Sunday, 3 January 2016

Relative speed


Here is the Queen Elizabeth passing the identical Queen Victoria out in the Atlantic. We'd been tipped off that it was about to happen. Things happen slowly at sea but this happened twice as fast as expected. We were steaming north at 20 knots. She was steaming south at 20 knots. That means that the distance between us was shrinking at 40 knots. That was our relative speed. To us, we could have been still with the Elizabeth approaching at 40 knots. To them, the Elizabeth was still and we were approaching at 40 knots. That was all fine until Einstein got hold of it and started thinking about what would happen when you get to the speed of light .... but that's another story.

Saturday, 2 January 2016

Full Moon on Christmas Day

Here it is, the first full Moon on Christmas Day since 1977, as seen somewhere out on the North Atlantic. I wondered why it had taken so long and what factors affect how often any given date gets a full Moon. It turns out that there is more than one way to measure a complete orbit of the Moon around the Earth. One is to measure a complete 360 degree rotation, but you have to do this against the background of the stars and it turns out to take 27.3 days. It is called the sidereal month. My next task will be to figure out how to observe this. More logical is the month from New Moon to New Moon ie measuring the time it takes between occasions on which the Moon and the Sun line up. Here it rotates more than 360 degrees round the Earth because the Earth itself has moved on round the Sun. It takes about 29.5 days but varies during the year because the Earth's orbit is not round. This is the synodic month. 12 lots of 29.5 days comes out at 354 days, so each full Moon will slip by 11 days in a regular year but 12 days in a leap year. I started trying it out on a calendar but gave up. Anyway, next full Moon on Christmas Day is something like 2034 so it will be a while.

Friday, 1 January 2016

Volcanic insulation on Gran Canaria


The southern end of Gran Canaria is very arid. They have put in a lot of tourist apartments by the sea. The flat roofs seem to be covered in the local volcanic rock. I assume that this is insulation to maintain a cooler temperature inside, which is the opposite of what we need up north in the winter. The rock is porous due to gas bubbles in the lava flows and thus it traps air. This makes it a poorer conductor of thermal energy thus causing it to take longer for the thermal energy to get through into the house.

Tuesday, 15 December 2015

Nine o'clock Oxford time

I had a room opposite Tom Tower in my second year. The bell rings 101 times at five past nine in the evening which was a nuisance at times! I understood that it was to summon the students back in for the night but I could never understand why five past nine. It turns out that it is a result of G.M.T. When the railways made a common time for the UK vital to keep trains running on time, the idea of using the Sun highest in the sky in that town as noon went out the window. Time was now fixed by noon at Greenwich. Noon at Greenwich is five minutes ahead of Oxford, so by ringing at five past nine G.M.T. the bell was still being rung at the true 9pm local time.
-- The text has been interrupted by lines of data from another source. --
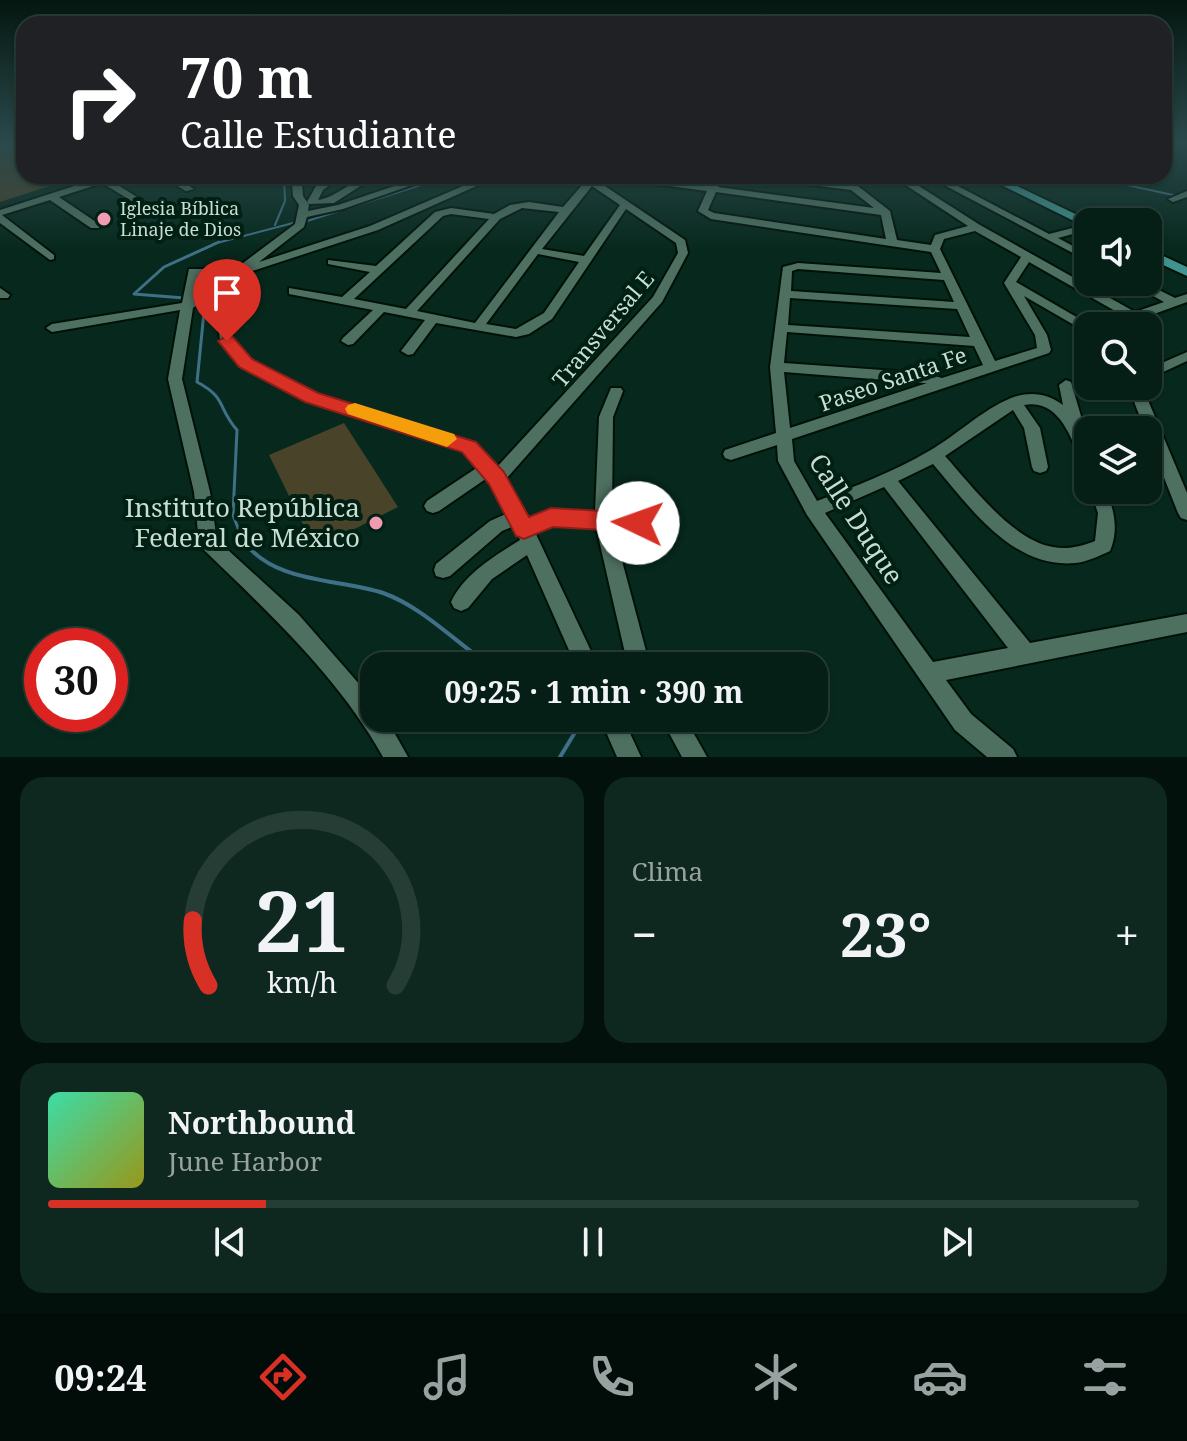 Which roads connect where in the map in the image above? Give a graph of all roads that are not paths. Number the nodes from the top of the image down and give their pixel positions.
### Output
1 (83, 184) edge
2 (109, 184) edge
3 (180, 184) edge
4 (297, 184) edge
5 (325, 184) edge
6 (358, 184) edge
7 (409, 184) edge
8 (476, 184) edge
9 (588, 184) edge
10 (601, 184) edge
11 (670, 184) edge
12 (714, 184) edge
13 (822, 184) edge
14 (909, 184) edge
15 (947, 184) edge
16 (1004, 184) edge
17 (1016, 184) edge
18 (851, 185) joint
19 (189, 189) dead end
20 (711, 190) junction
21 (1187, 194) edge
22 (51, 196) junction
23 (1174, 198) dead end
24 (626, 203) junction
25 (143, 204) dead end
26 (565, 210) junction
27 (1074, 211) edge
28 (304, 213) junction
29 (886, 213) junction
30 (0, 215) edge
31 (496, 217) junction
32 (1074, 218) edge
33 (95, 226) dead end
34 (976, 227) junction
35 (1074, 229) edge
36 (1048, 237) junction
37 (892, 243) junction
38 (935, 249) junction
39 (537, 251) junction
40 (1074, 251) edge
41 (1162, 253) edge
42 (50, 257) dead end
43 (1026, 257) junction
44 (585, 260) junction
45 (1162, 260) edge
46 (332, 262) dead end
47 (1187, 265) edge
48 (378, 270) junction
49 (238, 272) junction
50 (1187, 272) edge
51 (949, 277) junction
52 (1010, 283) junction
53 (293, 291) dead end
54 (787, 294) junction
55 (1161, 296) edge
56 (191, 298) junction
57 (1187, 298) edge
58 (347, 299) junction
59 (1173, 302) junction
60 (962, 306) junction
61 (383, 307) junction
62 (411, 311) junction
63 (1126, 312) edge
64 (1144, 312) edge
65 (433, 318) junction
66 (1074, 321) edge
67 (478, 327) junction
68 (52, 328) dead end
69 (781, 328) junction
70 (348, 341) dead end
71 (979, 342) junction
72 (408, 351) dead end
73 (1187, 356) edge
74 (777, 367) junction
75 (991, 367) junction
76 (1162, 368) edge
77 (942, 383) junction
78 (1066, 385) dead end
79 (616, 391) dead end
80 (1141, 400) edge
81 (1015, 402) junction
82 (1074, 424) joint
83 (784, 438) junction
84 (731, 454) dead end
85 (935, 455) junction
86 (1040, 467) dead end
87 (492, 474) junction
88 (888, 480) junction
89 (1103, 504) edge
90 (433, 506) dead end
91 (813, 510) junction
92 (1187, 513) edge
93 (603, 521) junction
94 (665, 522) dead end
95 (525, 529) junction
96 (443, 570) dead end
97 (461, 602) dead end
98 (1187, 623) edge
99 (581, 652) edge
100 (636, 652) edge
101 (1026, 654) junction
102 (929, 673) junction
103 (360, 702) edge
104 (382, 732) edge
105 (617, 732) edge
106 (680, 732) edge
107 (396, 757) edge
108 (629, 757) edge
109 (695, 757) edge
110 (1005, 757) edge

1 - 22 street
2 - 25 street
3 - 19 street
4 - 28 street
5 - 28 street
6 - 28 street
7 - 28 street
8 - 49 street
9 - 26 street
10 - 24 street, Transversal E
11 - 20 street
12 - 20 street
13 - 18 street
14 - 34 street
15 - 36 street
16 - 32 main road
17 - 27 main road
18 - 29 street
20 - 29 street
20 - 37 street
21 - 23 street
22 - 30 street
22 - 33 street
24 - 44 street
24 - 87 street, Transversal E
26 - 31 street
26 - 39 street
28 - 49 street
29 - 37 street
30 - 42 street
31 - 48 street
31 - 62 street
34 - 38 street
34 - 43 street
35 - 36 street
36 - 40 street
37 - 38 street
38 - 51 street, Paseo Santa Fe
39 - 44 street
39 - 67 street
41 - 47 main road
43 - 52 street
43 - 63 street
44 - 67 street
45 - 50 main road
46 - 48 street
48 - 58 street
49 - 56 street
49 - 87 street
51 - 54 street, Calle Duque
51 - 60 street, Paseo Santa Fe
52 - 66 street
52 - 75 street
53 - 58 street
54 - 60 street
54 - 69 street, Calle Duque
55 - 59 street
56 - 68 street
56 - 103 street
57 - 59 street
58 - 61 street
59 - 64 street
60 - 71 street, Paseo Santa Fe
61 - 62 street
61 - 70 street
62 - 65 street
65 - 67 street
65 - 72 street
69 - 71 street
69 - 74 street, Calle Duque
71 - 75 street, Paseo Santa Fe
73 - 76 street
74 - 77 street
74 - 83 street, Calle Duque
75 - 77 street, Paseo Santa Fe
77 - 83 street, Paseo Santa Fe
78 - 82 street
79 - 93 street
80 - 92 street
81 - 82 street
81 - 85 street
81 - 86 street
83 - 84 street, Paseo Santa Fe
83 - 91 street, Calle Duque
85 - 88 street
85 - 89 street
87 - 90 street
87 - 95 street
88 - 91 street
88 - 101 street
91 - 102 street, Calle Duque
93 - 94 street
93 - 95 street
93 - 100 street
95 - 96 street
95 - 97 street
95 - 99 street
98 - 101 street
101 - 102 street
102 - 110 street, Calle Duque
104 - 107 street
105 - 108 street
106 - 109 street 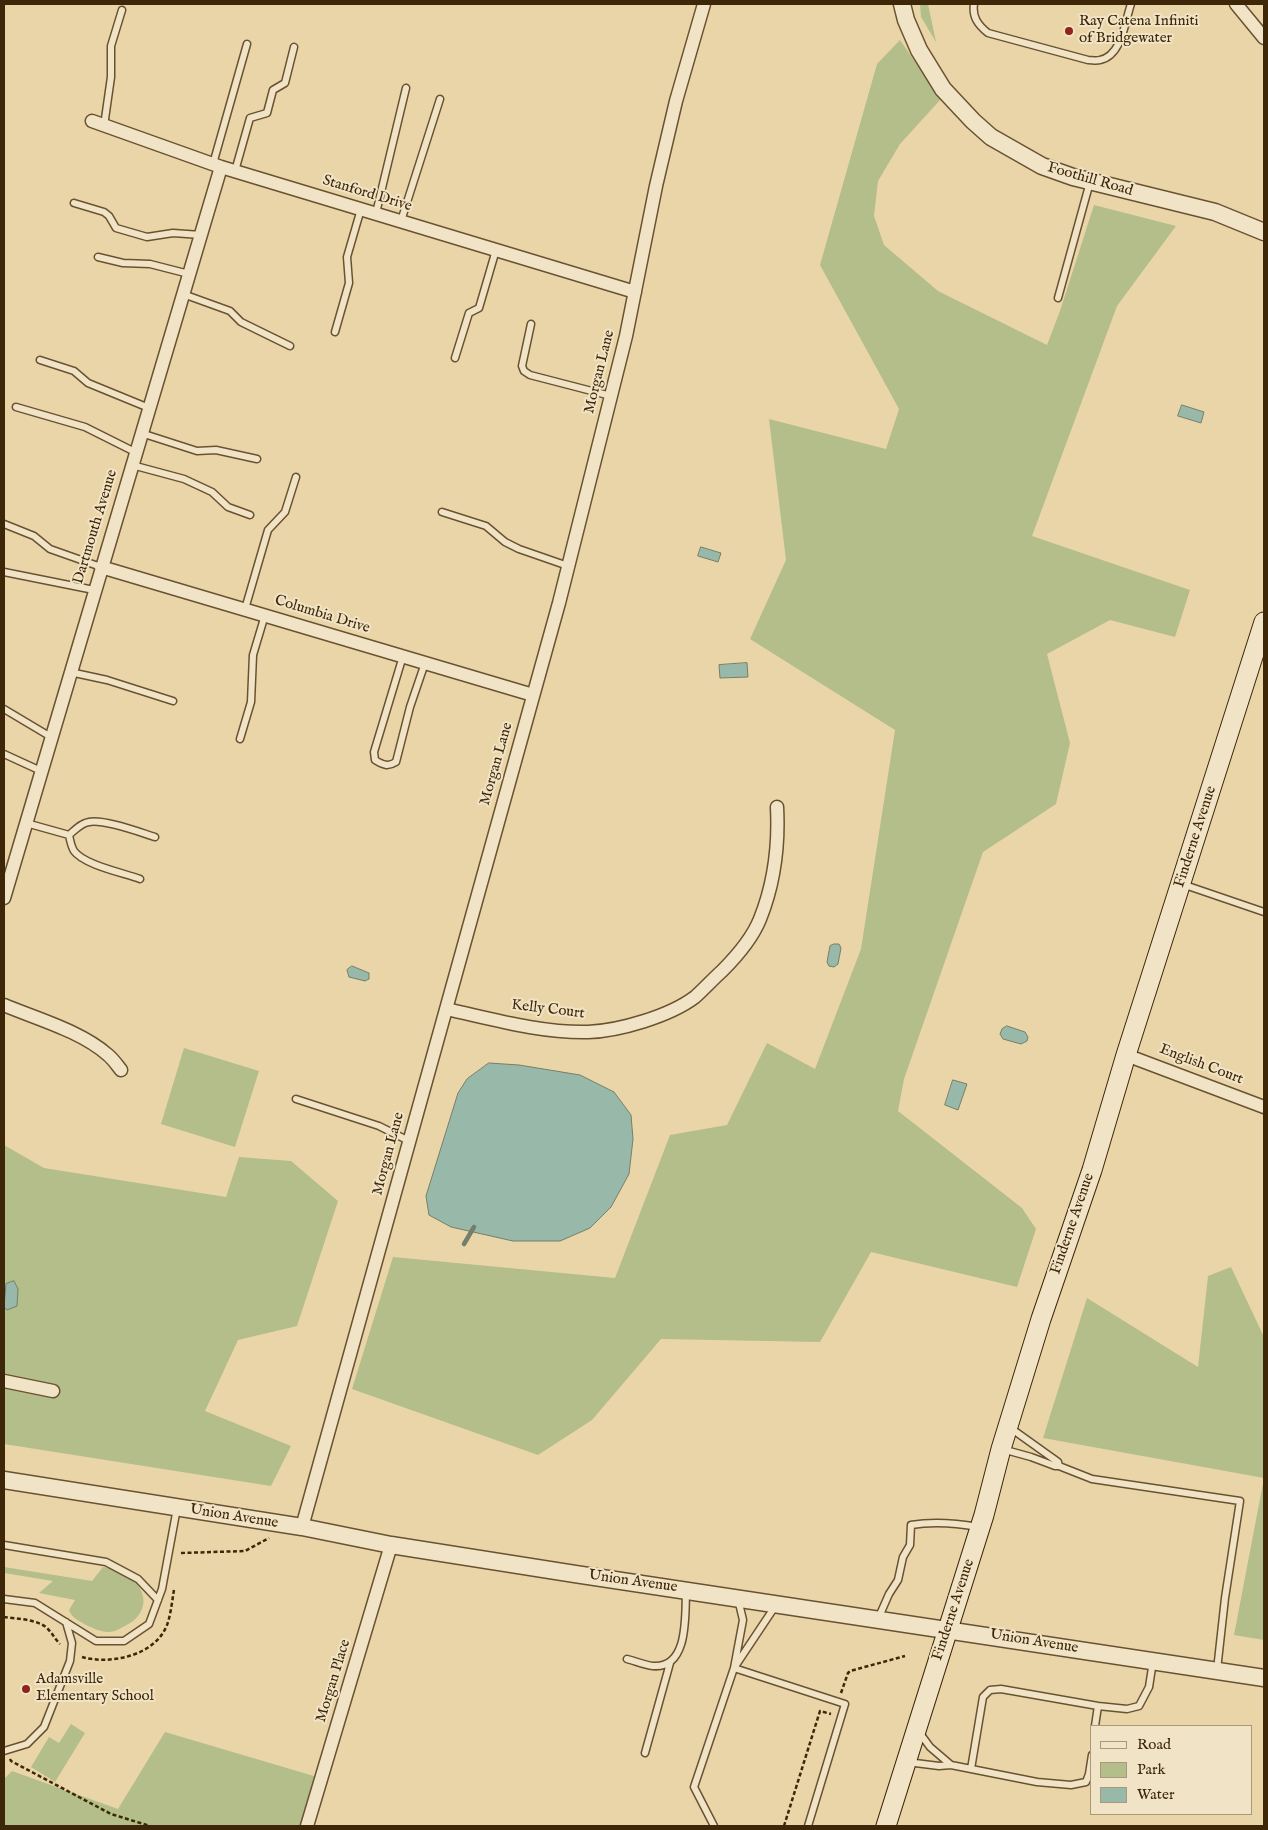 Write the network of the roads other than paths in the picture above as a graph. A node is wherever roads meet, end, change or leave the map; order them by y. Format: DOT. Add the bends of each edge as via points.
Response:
graph roads {
  1 [pos="704,4"];
  2 [pos="902,4"];
  3 [pos="974,4"];
  4 [pos="1130,4"];
  5 [pos="1236,4"];
  6 [pos="122,10"];
  7 [pos="1264,38"];
  8 [pos="247,44"];
  9 [pos="294,47"];
  10 [pos="406,88"];
  11 [pos="440,99"];
  12 [pos="92,121"];
  13 [pos="104,126"];
  14 [pos="217,165"];
  15 [pos="235,171"];
  16 [pos="1090,181"];
  17 [pos="74,203"];
  18 [pos="361,209"];
  19 [pos="376,213"];
  20 [pos="401,221"];
  21 [pos="1264,232"];
  22 [pos="201,235"];
  23 [pos="496,250"];
  24 [pos="98,256"];
  25 [pos="189,274"];
  26 [pos="636,292"];
  27 [pos="183,294"];
  28 [pos="1058,298"];
  29 [pos="531,324"];
  30 [pos="335,332"];
  31 [pos="290,346"];
  32 [pos="455,358"];
  33 [pos="40,360"];
  34 [pos="611,396"];
  35 [pos="16,407"];
  36 [pos="149,408"];
  37 [pos="141,433"];
  38 [pos="134,458"];
  39 [pos="256,459"];
  40 [pos="296,477"];
  41 [pos="442,512"];
  42 [pos="250,515"];
  43 [pos="4,524"];
  44 [pos="101,566"];
  45 [pos="568,566"];
  46 [pos="4,572"];
  47 [pos="94,590"];
  48 [pos="245,609"];
  49 [pos="265,615"];
  50 [pos="1264,622"];
  51 [pos="403,656"];
  52 [pos="425,663"];
  53 [pos="70,672"];
  54 [pos="533,695"];
  55 [pos="173,701"];
  56 [pos="4,709"];
  57 [pos="51,737"];
  58 [pos="240,739"];
  59 [pos="4,754"];
  60 [pos="41,771"];
  61 [pos="777,808"];
  62 [pos="26,823"];
  63 [pos="69,835"];
  64 [pos="155,837"];
  65 [pos="140,879"];
  66 [pos="1181,884"];
  67 [pos="4,895"];
  68 [pos="1264,912"];
  69 [pos="4,1005"];
  70 [pos="446,1009"];
  71 [pos="1126,1055"];
  72 [pos="121,1070"];
  73 [pos="296,1099"];
  74 [pos="1264,1106"];
  75 [pos="409,1141"];
  76 [pos="4,1381"];
  77 [pos="53,1392"];
  78 [pos="1008,1426"];
  79 [pos="1001,1449"];
  80 [pos="1059,1466"];
  81 [pos="4,1480"];
  82 [pos="177,1508"];
  83 [pos="302,1527"];
  84 [pos="980,1527"];
  85 [pos="391,1544"];
  86 [pos="4,1545"];
  87 [pos="686,1590"];
  88 [pos="738,1598"];
  89 [pos="4,1599"];
  90 [pos="158,1600"];
  91 [pos="776,1604"];
  92 [pos="878,1619"];
  93 [pos="66,1622"];
  94 [pos="947,1629"];
  95 [pos="627,1659"];
  96 [pos="1153,1660"];
  97 [pos="670,1663"];
  98 [pos="734,1668"];
  99 [pos="1217,1670"];
  100 [pos="1264,1678"];
  101 [pos="1098,1706"];
  102 [pos="1095,1725"];
  103 [pos="916,1729"];
  104 [pos="5,1751"];
  105 [pos="645,1753"];
  106 [pos="906,1762"];
  107 [pos="951,1765"];
  108 [pos="971,1769"];
  109 [pos="1090,1774"];
  110 [pos="889,1825"];
  111 [pos="307,1826"];
  112 [pos="714,1826"];
  113 [pos="808,1826"];
  1 -- 26 [label="street, Morgan Lane" via="664,148"];
  2 -- 16 [label="street, Foothill Road" via="919,50 943,89 973,121 991,137 1042,166"];
  3 -- 4 [label="lane" via="975,18 988,33 1088,60 1111,56 1119,43"];
  5 -- 7 [label="street"];
  6 -- 13 [label="lane" via="111,46 111,77"];
  8 -- 14 [label="lane"];
  9 -- 15 [label="lane" via="285,83 273,90 267,112 250,118"];
  10 -- 19 [label="lane"];
  11 -- 20 [label="lane"];
  12 -- 13 [label="street, Stanford Drive"];
  13 -- 14 [label="street, Stanford Drive"];
  14 -- 15 [label="street, Stanford Drive"];
  14 -- 22 [label="street, Dartmouth Avenue"];
  15 -- 18 [label="street, Stanford Drive"];
  16 -- 21 [label="street, Foothill Road" via="1216,212"];
  16 -- 28 [label="lane"];
  17 -- 22 [label="lane" via="104,212 116,228 147,238 173,233"];
  18 -- 19 [label="street, Stanford Drive"];
  18 -- 30 [label="lane" via="347,257 349,283"];
  19 -- 20 [label="street, Stanford Drive"];
  20 -- 23 [label="street, Stanford Drive"];
  22 -- 25 [label="street, Dartmouth Avenue"];
  23 -- 26 [label="street, Stanford Drive"];
  23 -- 32 [label="lane" via="478,308 469,313"];
  24 -- 25 [label="lane"];
  25 -- 27 [label="street, Dartmouth Avenue"];
  26 -- 34 [label="street, Morgan Lane"];
  27 -- 31 [label="lane" via="230,311 241,322"];
  27 -- 36 [label="street, Dartmouth Avenue"];
  29 -- 34 [label="lane" via="522,366 524,371"];
  33 -- 36 [label="lane" via="74,371 88,383"];
  34 -- 45 [label="street, Morgan Lane"];
  35 -- 38 [label="lane" via="85,427"];
  36 -- 37 [label="street, Dartmouth Avenue"];
  37 -- 38 [label="street, Dartmouth Avenue"];
  37 -- 39 [label="lane" via="197,451 216,450"];
  38 -- 42 [label="lane" via="212,492 228,507"];
  38 -- 44 [label="street, Dartmouth Avenue"];
  40 -- 48 [label="lane" via="285,512 268,530"];
  41 -- 45 [label="lane" via="486,526 519,549"];
  43 -- 44 [label="lane" via="34,536 50,549"];
  44 -- 47 [label="street, Dartmouth Avenue"];
  44 -- 48 [label="street, Columbia Drive"];
  45 -- 54 [label="street, Morgan Lane"];
  46 -- 47 [label="lane"];
  47 -- 53 [label="street, Dartmouth Avenue"];
  48 -- 49 [label="street, Columbia Drive"];
  49 -- 51 [label="street, Columbia Drive"];
  49 -- 58 [label="lane" via="253,655 251,702"];
  50 -- 66 [label="main road, Finderne Avenue"];
  51 -- 52 [label="street, Columbia Drive"];
  51 -- 52 [label="lane" via="374,752 375,760 381,764 390,766 396,762"];
  52 -- 54 [label="street, Columbia Drive"];
  53 -- 55 [label="lane"];
  53 -- 57 [label="street, Dartmouth Avenue"];
  54 -- 70 [label="street, Morgan Lane"];
  56 -- 57 [label="lane"];
  57 -- 60 [label="street, Dartmouth Avenue"];
  59 -- 60 [label="lane"];
  60 -- 62 [label="street, Dartmouth Avenue"];
  61 -- 70 [label="street, Kelly Court" via="773,875 760,919 732,961 694,998 657,1018 588,1032 526,1026"];
  62 -- 63 [label="lane"];
  62 -- 67 [label="street, Dartmouth Avenue"];
  63 -- 64 [label="lane" via="88,822 101,822"];
  63 -- 65 [label="lane" via="74,851 82,857"];
  66 -- 68 [label="lane"];
  66 -- 71 [label="main road, Finderne Avenue"];
  69 -- 72 [label="street" via="97,1046"];
  70 -- 75 [label="street, Morgan Lane"];
  71 -- 74 [label="street, English Court"];
  71 -- 78 [label="main road, Finderne Avenue"];
  73 -- 75 [label="lane" via="378,1126"];
  75 -- 83 [label="street, Morgan Lane"];
  76 -- 77 [label="street"];
  78 -- 79 [label="main road, Finderne Avenue"];
  78 -- 80 [label="lane" via="1058,1462"];
  79 -- 80 [label="lane"];
  79 -- 84 [label="main road, Finderne Avenue"];
  80 -- 99 [label="lane" via="1092,1479 1240,1501"];
  81 -- 82 [label="street, Union Avenue"];
  82 -- 83 [label="street, Union Avenue"];
  82 -- 90 [label="lane"];
  83 -- 85 [label="street, Union Avenue"];
  84 -- 92 [label="lane" via="928,1522 912,1525 910,1545 903,1557 898,1580"];
  84 -- 94 [label="main road, Finderne Avenue"];
  85 -- 87 [label="street, Union Avenue"];
  85 -- 111 [label="street, Morgan Place"];
  86 -- 90 [label="lane" via="106,1562 138,1579"];
  87 -- 88 [label="street, Union Avenue"];
  87 -- 97 [label="lane" via="684,1632 678,1653"];
  88 -- 91 [label="street, Union Avenue"];
  88 -- 98 [label="lane" via="743,1620"];
  89 -- 93 [label="lane" via="35,1604"];
  90 -- 93 [label="lane" via="149,1624 124,1641 96,1641"];
  91 -- 92 [label="street, Union Avenue"];
  91 -- 98 [label="lane"];
  92 -- 94 [label="street, Union Avenue"];
  93 -- 104 [label="lane" via="72,1643 70,1661 44,1727 27,1744"];
  94 -- 96 [label="street, Union Avenue"];
  94 -- 103 [label="main road, Finderne Avenue"];
  95 -- 97 [label="lane" via="654,1666"];
  96 -- 99 [label="street, Union Avenue"];
  96 -- 101 [label="lane" via="1149,1687 1139,1706 1127,1709"];
  97 -- 105 [label="lane"];
  98 -- 112 [label="lane" via="694,1787"];
  98 -- 113 [label="lane" via="845,1704"];
  99 -- 100 [label="street, Union Avenue"];
  101 -- 102 [label="lane"];
  101 -- 108 [label="lane" via="990,1690 983,1697"];
  103 -- 106 [label="main road, Finderne Avenue"];
  103 -- 107 [label="lane" via="930,1747"];
  106 -- 107 [label="lane"];
  106 -- 110 [label="main road, Finderne Avenue"];
  107 -- 108 [label="lane"];
  108 -- 109 [label="lane" via="1071,1785 1086,1782"];
}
Brilliant programme about Einstein

To celebrate 100 years of General Relativity, the BBC have made a great documentary. Here's the link http://www.bbc.co.uk/programmes/b06s75vs It will be valid for a couple of weeks.

Monday, 14 December 2015

Max Min Thermometer


 I got a wonderful present from Mrs B at the weekend - a Max Min Thermometer. This is also known as Six's Thermometer after its inventor. It is a U-shaped thermometer which records the same temperature on both sides. If you look carefully you'll see that the number scales go in opposite directions on each side. Each side also has a small steel marker in the tube. These record the maximum and minimum temperatures in a given time period. They stay where they are and you have to use a magnet to pull them back to the end of the coloured liquid to allow the process to start again.


 It works because there is a clear liquid in the tube that records the minimum temperature (left hand side above and right hand side below). This expands and contracts with temperature pushing the blue temperature recording liquid round. Above the blue liquid on the other side is a vacuum - nothing to stop the blue liquid moving round the tube.


Sunday, 13 December 2015

Earthshine - lighting up the Dark Side of the Moon?

Look at this picture of a crescent Moon, taken around dawn. The bright crescent is all we can see of the half of the Moon that is facing the Sun, given the angle that we are viewing from. You'd think that the side facing the blackness of space would be dark. But you can see it because sunlight reflects from the Earth back up onto the Moon, lighting it dimly. It's like the full Moon shining on Earth - that was bright enough for us to walk in the hills last year. Now I am aware that the phrase Dark Side of the Moon doesn't mean the side out of the light - that's another story - but it sounded nice in the title!